Take each line from the entries that holds "Concordia" and copy it out.

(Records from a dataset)
________

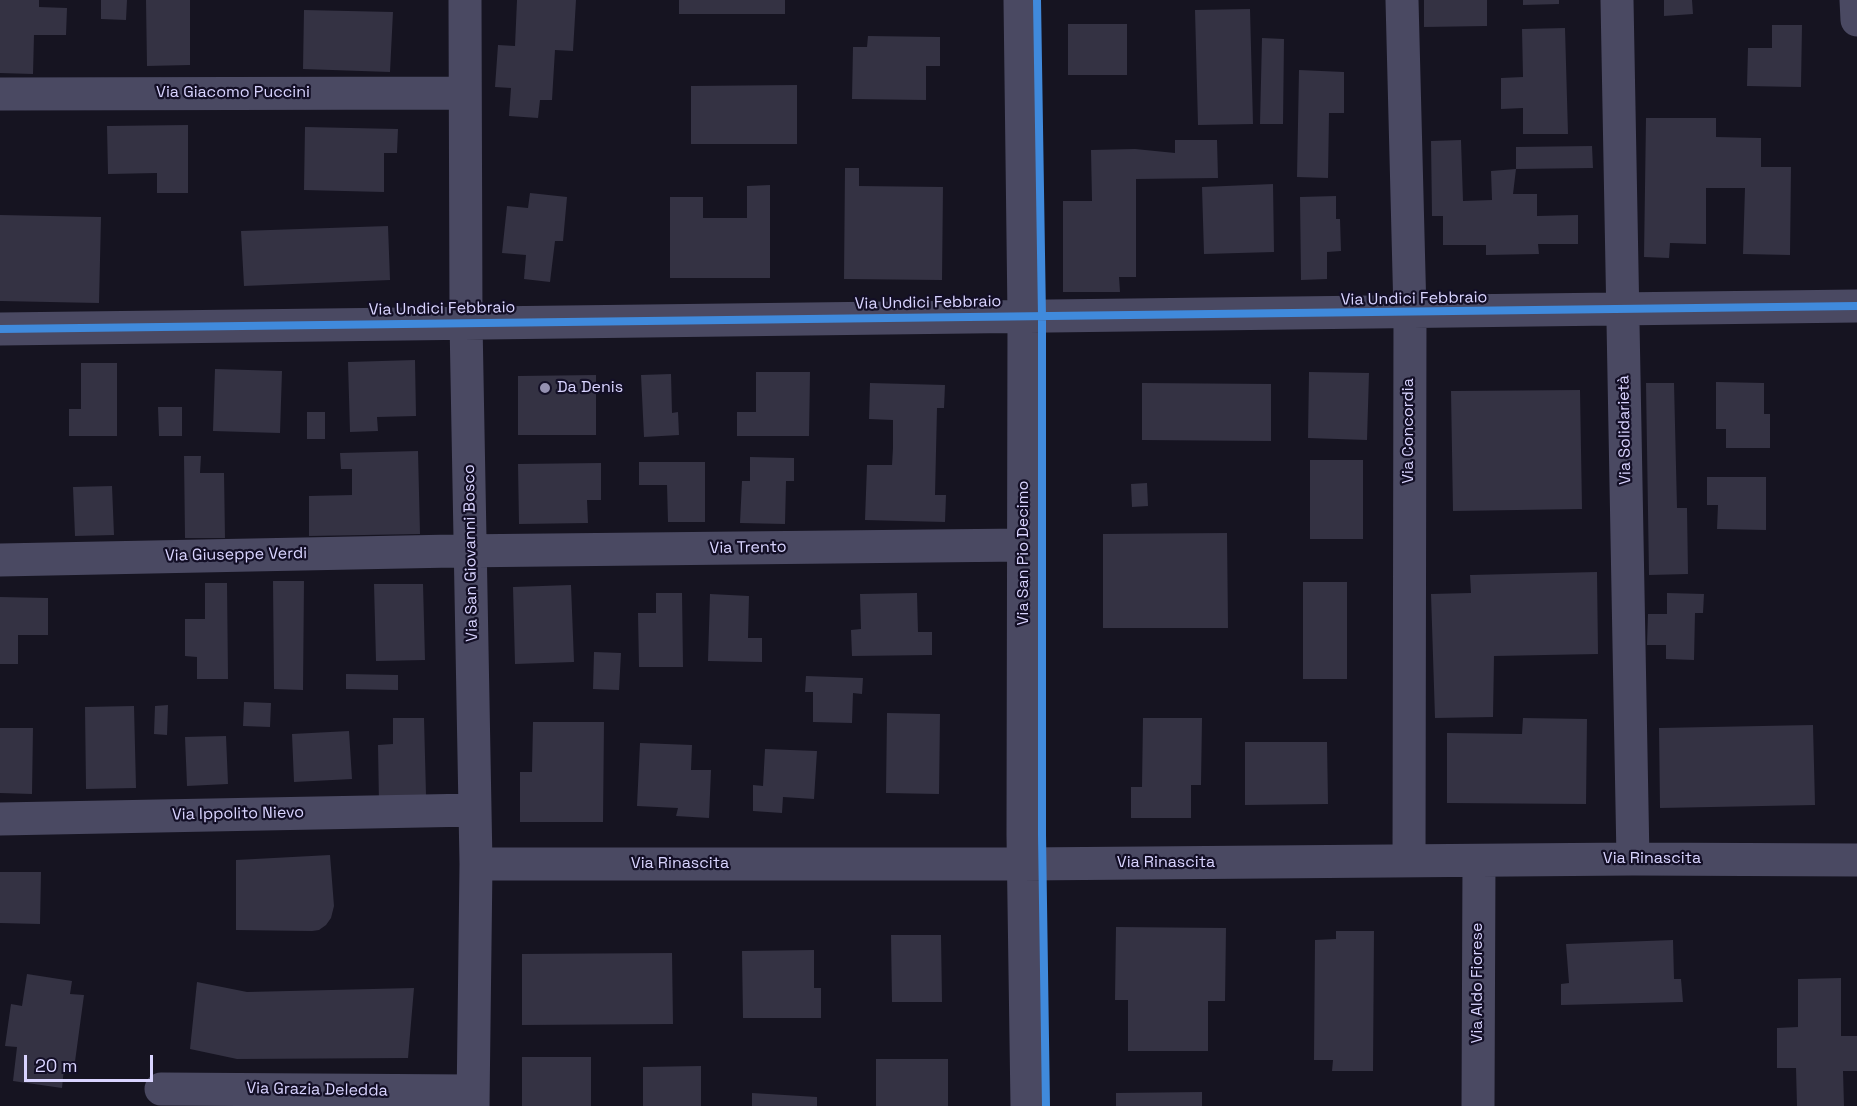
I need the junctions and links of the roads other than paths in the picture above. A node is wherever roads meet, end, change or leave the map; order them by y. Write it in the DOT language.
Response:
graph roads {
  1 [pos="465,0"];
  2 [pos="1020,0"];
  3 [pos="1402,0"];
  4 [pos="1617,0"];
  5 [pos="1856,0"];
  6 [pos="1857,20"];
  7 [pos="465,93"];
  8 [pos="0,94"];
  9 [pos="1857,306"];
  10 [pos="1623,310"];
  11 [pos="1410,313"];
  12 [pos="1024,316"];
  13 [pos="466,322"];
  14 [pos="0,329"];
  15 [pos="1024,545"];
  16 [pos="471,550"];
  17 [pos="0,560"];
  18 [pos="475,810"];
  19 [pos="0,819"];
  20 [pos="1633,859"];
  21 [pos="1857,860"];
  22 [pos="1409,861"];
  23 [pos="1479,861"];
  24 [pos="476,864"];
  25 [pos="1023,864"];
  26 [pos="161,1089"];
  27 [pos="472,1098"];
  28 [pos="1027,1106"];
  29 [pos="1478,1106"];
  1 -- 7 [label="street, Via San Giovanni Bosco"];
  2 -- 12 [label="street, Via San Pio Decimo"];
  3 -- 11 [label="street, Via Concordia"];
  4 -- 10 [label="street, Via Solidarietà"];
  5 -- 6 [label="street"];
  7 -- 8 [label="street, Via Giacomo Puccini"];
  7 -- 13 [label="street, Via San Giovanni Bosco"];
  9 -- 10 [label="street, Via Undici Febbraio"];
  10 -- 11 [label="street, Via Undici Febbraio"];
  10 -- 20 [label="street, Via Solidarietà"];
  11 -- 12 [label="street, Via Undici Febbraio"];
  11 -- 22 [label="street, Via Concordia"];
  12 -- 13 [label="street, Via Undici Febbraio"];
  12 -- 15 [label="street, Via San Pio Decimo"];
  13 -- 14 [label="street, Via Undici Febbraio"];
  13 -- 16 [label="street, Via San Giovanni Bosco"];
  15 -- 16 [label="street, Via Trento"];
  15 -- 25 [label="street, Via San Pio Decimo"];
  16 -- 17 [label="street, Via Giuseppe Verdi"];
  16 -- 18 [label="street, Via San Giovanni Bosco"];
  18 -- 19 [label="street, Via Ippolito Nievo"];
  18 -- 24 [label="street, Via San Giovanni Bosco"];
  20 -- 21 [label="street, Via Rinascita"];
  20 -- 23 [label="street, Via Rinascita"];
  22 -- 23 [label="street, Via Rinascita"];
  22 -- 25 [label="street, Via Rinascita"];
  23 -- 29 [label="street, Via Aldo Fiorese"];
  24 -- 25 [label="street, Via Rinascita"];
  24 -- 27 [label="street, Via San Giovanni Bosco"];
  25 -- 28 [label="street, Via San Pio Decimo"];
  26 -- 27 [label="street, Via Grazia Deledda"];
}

________

◆ **Response below**
  3 -- 11 [label="street, Via Concordia"];
  11 -- 22 [label="street, Via Concordia"];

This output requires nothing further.